◆ DATASET EXTRACT
********************
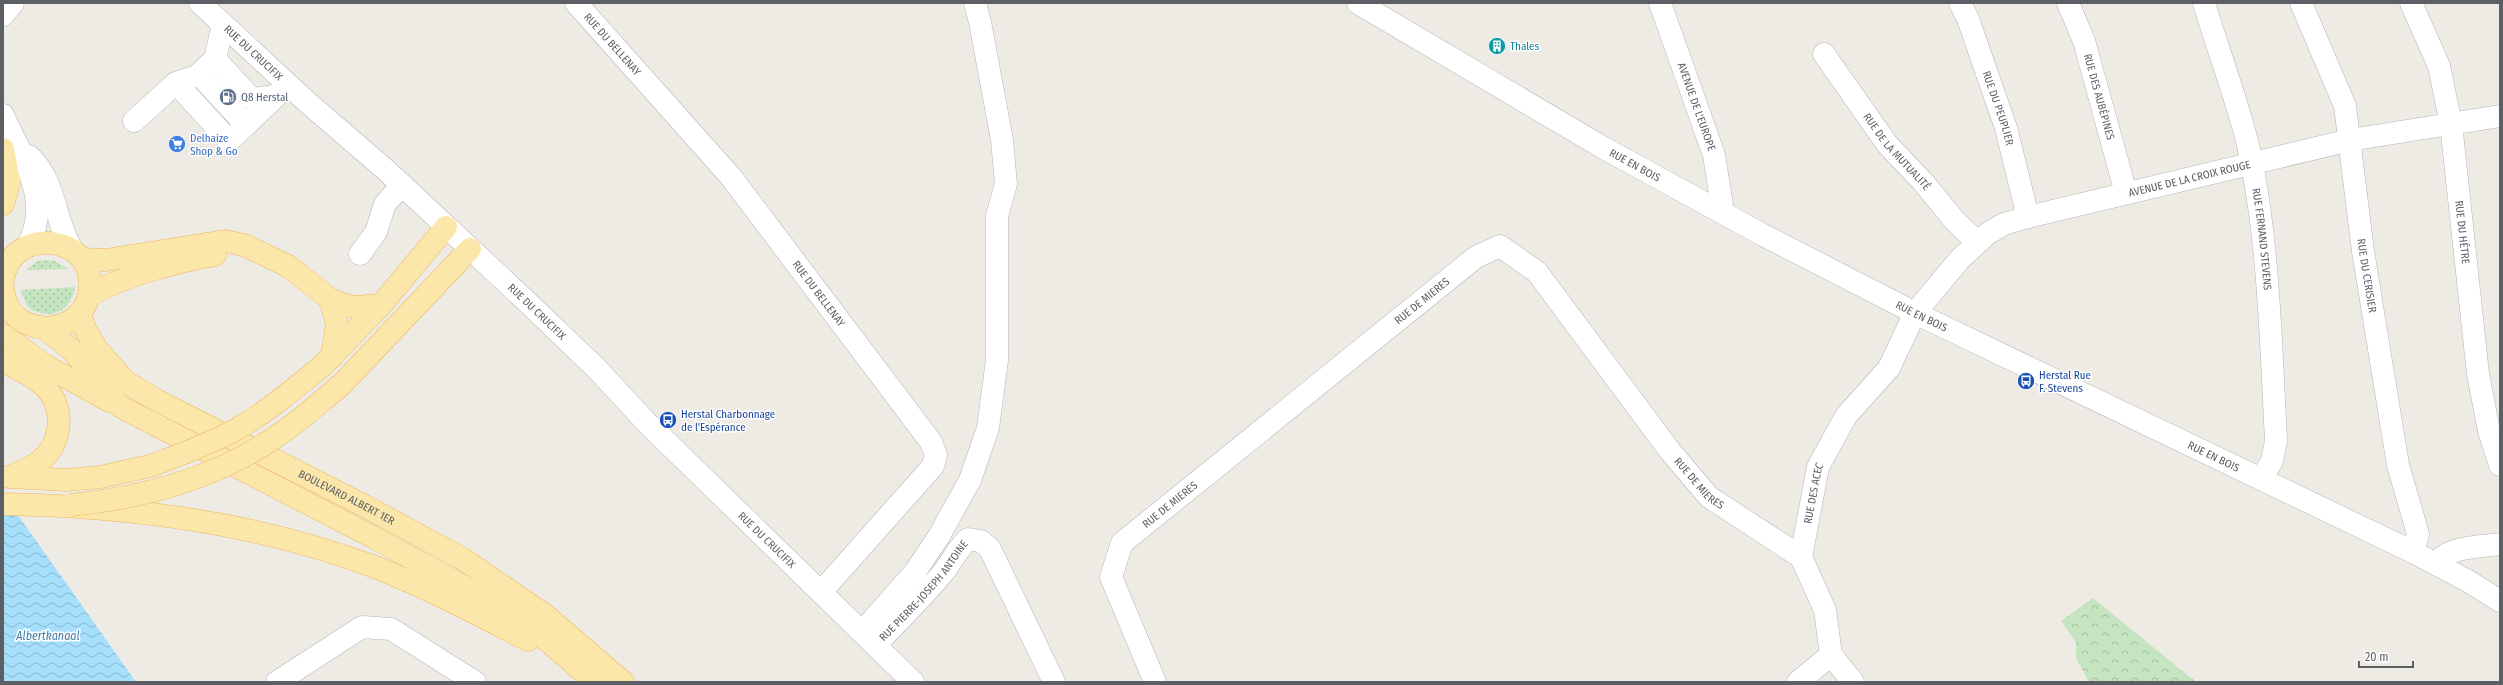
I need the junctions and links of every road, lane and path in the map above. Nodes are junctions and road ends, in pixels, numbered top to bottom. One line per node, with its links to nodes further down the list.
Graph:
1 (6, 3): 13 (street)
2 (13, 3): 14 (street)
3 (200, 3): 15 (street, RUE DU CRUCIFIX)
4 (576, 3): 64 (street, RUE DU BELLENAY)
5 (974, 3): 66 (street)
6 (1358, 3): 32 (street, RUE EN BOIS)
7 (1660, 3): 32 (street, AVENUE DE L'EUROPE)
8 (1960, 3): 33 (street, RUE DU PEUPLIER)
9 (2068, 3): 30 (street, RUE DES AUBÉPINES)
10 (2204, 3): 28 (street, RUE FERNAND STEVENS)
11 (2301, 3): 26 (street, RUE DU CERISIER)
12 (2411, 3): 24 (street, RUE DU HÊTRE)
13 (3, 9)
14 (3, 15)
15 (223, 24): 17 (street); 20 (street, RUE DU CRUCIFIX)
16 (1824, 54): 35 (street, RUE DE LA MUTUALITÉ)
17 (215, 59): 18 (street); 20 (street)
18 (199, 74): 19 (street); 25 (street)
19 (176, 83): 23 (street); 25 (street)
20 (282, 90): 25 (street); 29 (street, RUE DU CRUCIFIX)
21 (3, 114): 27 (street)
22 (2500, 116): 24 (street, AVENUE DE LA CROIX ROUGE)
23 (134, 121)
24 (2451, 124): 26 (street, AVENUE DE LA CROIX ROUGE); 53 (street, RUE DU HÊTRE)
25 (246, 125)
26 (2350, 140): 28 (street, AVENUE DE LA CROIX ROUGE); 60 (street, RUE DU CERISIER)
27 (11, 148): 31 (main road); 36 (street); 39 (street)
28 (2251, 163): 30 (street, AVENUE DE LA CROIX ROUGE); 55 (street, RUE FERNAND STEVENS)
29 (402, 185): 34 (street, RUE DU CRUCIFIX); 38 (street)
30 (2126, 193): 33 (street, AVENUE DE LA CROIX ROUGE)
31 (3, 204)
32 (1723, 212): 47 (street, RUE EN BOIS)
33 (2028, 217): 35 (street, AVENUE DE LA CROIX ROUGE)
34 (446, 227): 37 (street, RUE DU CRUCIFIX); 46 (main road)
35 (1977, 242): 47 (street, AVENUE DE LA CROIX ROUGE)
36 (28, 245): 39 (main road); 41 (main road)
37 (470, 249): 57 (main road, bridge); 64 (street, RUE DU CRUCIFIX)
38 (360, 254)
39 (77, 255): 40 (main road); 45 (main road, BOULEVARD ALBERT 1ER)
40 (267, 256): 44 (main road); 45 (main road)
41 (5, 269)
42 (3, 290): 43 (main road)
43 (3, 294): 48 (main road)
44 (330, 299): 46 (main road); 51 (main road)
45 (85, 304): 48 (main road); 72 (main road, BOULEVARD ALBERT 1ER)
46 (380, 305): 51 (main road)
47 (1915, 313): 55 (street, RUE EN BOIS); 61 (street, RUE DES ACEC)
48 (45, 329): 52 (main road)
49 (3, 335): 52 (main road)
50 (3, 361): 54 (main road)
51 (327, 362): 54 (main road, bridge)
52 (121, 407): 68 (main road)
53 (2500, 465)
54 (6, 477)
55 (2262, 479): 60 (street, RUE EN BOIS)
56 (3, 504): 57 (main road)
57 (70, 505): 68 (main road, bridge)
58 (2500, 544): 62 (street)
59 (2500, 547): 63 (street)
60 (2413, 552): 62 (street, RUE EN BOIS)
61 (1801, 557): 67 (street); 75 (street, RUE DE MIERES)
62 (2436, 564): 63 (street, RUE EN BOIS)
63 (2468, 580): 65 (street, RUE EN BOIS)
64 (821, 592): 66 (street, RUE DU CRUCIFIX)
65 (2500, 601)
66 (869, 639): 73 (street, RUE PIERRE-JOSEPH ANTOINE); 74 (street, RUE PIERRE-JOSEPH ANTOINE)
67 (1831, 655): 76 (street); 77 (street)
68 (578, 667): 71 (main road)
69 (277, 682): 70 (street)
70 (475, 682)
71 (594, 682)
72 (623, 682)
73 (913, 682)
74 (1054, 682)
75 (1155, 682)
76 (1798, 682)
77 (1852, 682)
********************
◆ WORK INSTRUCTIONS
Given the data above, which lines hold the string "BOULEVARD"? Return them.

◆ EXERCISE RESPONSE
39 (77, 255): 40 (main road); 45 (main road, BOULEVARD ALBERT 1ER)
45 (85, 304): 48 (main road); 72 (main road, BOULEVARD ALBERT 1ER)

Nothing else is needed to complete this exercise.